2014 News Archive
UMass Memorial/Health Alliance Nurses Press Conference To Expose Deteriorating Patient Care at Facilities in the UMass System in the Wake of Dangerous Staffing and Service Cuts
Nurses from UMass Memorial Medical Center campuses in Worcester, Marlborough Hospital and Leominster Hospital Detailed Concerns Prior to Delivering Joint Letter to UMass Memorial Health Care CEO Eric Dickson Calling for Immediate Action to Protect Patients and Improve Care
(The full text of the letter may be viewed at the end of this story)
WORCESTER, Mass. — The Registered Nurses who work at a number of UMass Memorial Health Care facilities represented by the Massachusetts Nurses Association/National Nurses United held a press conference today to voice their concerns about a growing system-wide patient safety crisis and to call for the system’s CEO to take immediate action to rescind and/or reverse plans to cut staff, eliminate and/or consolidate services in nearly every UMass/Health Alliance owned facility – plans the nurses believe are degrading the quality and safety of care for every patient entering the UMass Memorial/Health Alliance system.
“We are here today, with other members of this embattled system, to appeal to our CEO to heed our warnings and to work with us, not against us, as we all strive to fulfill our ultimate mission, which is to protect and provide healing to the patients of Central Massachusetts,” said Ellen Smith, RN, a critical care nurse at UMass Memorial Medical Center’s University campus who was one of four nurses from different UMass Memorial-owned facilities who spoke at the press conference.
Despite posting profits of more than $80 million in 2013 and more than $300 million over the last five years, UMass CEO Eric Dickson has endorsed cost cutting measures and the reorganization of patient care services based on a manufacturing model borrowed from the auto industry. There have been countless rounds of layoffs and service closures at the UMass Memorial facilities in Worcester; cuts to the urgent care and cancer centers on the Burbank campus in Fitchburg; layoffs of staff and poor patient care conditions at the Marlborough Hospital campus, and at Leominster Hospital plans have been introduced that would downsize staff and increase patient assignments in nearly every department.
“As registered nurses, we provide 90 percent of the clinical care our patients receive in our hospitals. We are the nurses who bear witness to the suffering of our patients, needless suffering caused by administrative neglect and the callous focus on the bottom line over patient care,” said Lynne Starbard, RN, a maternity nurse at the UMass Memorial Medical Center’s Memorial campus.
Jayne Biddy, a nurse at Marlborough Hospital for more than 40 years, took pains to describe the impact of what she characterized as the hospital’s “slash and burn management tactics,” which has resulted in cuts to staffing in the hospital’s emergency department and unsafe patient assignments for nurses working on the hospital’s medical-surgical and telemetry floors.
“What does such a slash-and-burn tactic look like inside of a hospital,” Biddy asked rhetorically. “It looks like one RN caring for three patients at a time in the ICU, or one RN simultaneously caring for six, seven, or even eight patients on a medical/surgical floor.
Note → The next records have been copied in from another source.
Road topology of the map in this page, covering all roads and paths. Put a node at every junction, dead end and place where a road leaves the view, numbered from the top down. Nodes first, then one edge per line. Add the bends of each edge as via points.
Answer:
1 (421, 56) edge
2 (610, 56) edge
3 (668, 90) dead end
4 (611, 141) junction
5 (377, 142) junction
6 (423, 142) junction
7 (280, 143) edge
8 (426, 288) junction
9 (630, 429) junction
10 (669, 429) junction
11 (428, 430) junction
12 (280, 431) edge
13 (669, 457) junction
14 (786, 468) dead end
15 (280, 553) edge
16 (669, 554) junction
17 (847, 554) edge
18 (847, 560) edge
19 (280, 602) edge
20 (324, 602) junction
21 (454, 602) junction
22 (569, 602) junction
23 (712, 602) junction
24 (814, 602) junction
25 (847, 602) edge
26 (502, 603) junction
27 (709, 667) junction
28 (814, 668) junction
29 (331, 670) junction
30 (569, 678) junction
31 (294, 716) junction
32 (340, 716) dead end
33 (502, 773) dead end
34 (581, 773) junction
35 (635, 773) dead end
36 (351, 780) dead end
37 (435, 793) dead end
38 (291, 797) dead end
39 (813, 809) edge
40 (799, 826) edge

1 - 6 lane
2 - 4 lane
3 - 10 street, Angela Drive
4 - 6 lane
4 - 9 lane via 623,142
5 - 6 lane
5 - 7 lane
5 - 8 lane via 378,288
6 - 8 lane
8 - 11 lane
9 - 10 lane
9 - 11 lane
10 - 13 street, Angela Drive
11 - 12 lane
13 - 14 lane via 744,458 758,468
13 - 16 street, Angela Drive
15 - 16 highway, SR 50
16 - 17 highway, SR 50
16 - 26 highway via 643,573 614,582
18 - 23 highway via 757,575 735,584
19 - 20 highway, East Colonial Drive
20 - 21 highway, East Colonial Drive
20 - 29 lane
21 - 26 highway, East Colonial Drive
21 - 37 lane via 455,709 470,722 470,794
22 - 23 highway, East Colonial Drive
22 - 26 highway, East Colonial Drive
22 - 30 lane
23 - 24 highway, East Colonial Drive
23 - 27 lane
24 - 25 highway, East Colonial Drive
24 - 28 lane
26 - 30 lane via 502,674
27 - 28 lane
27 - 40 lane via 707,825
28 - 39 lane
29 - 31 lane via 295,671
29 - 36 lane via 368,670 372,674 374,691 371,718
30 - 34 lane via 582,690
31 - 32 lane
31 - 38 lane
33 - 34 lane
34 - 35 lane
It looks like a patient being 14 to 31 percent more likely to suffer an injury or die as a result. It looks like an emergency department where cuts to RN staffing result in longer waits for care and an increased chance that patients will be “boarded” in the ED rather than moving to a medically appropriate floor. And it looks like a management team that is willing to implement all of these misguided plans, even at a time when their hospital has the second worst record in the state for preventable readmissions.”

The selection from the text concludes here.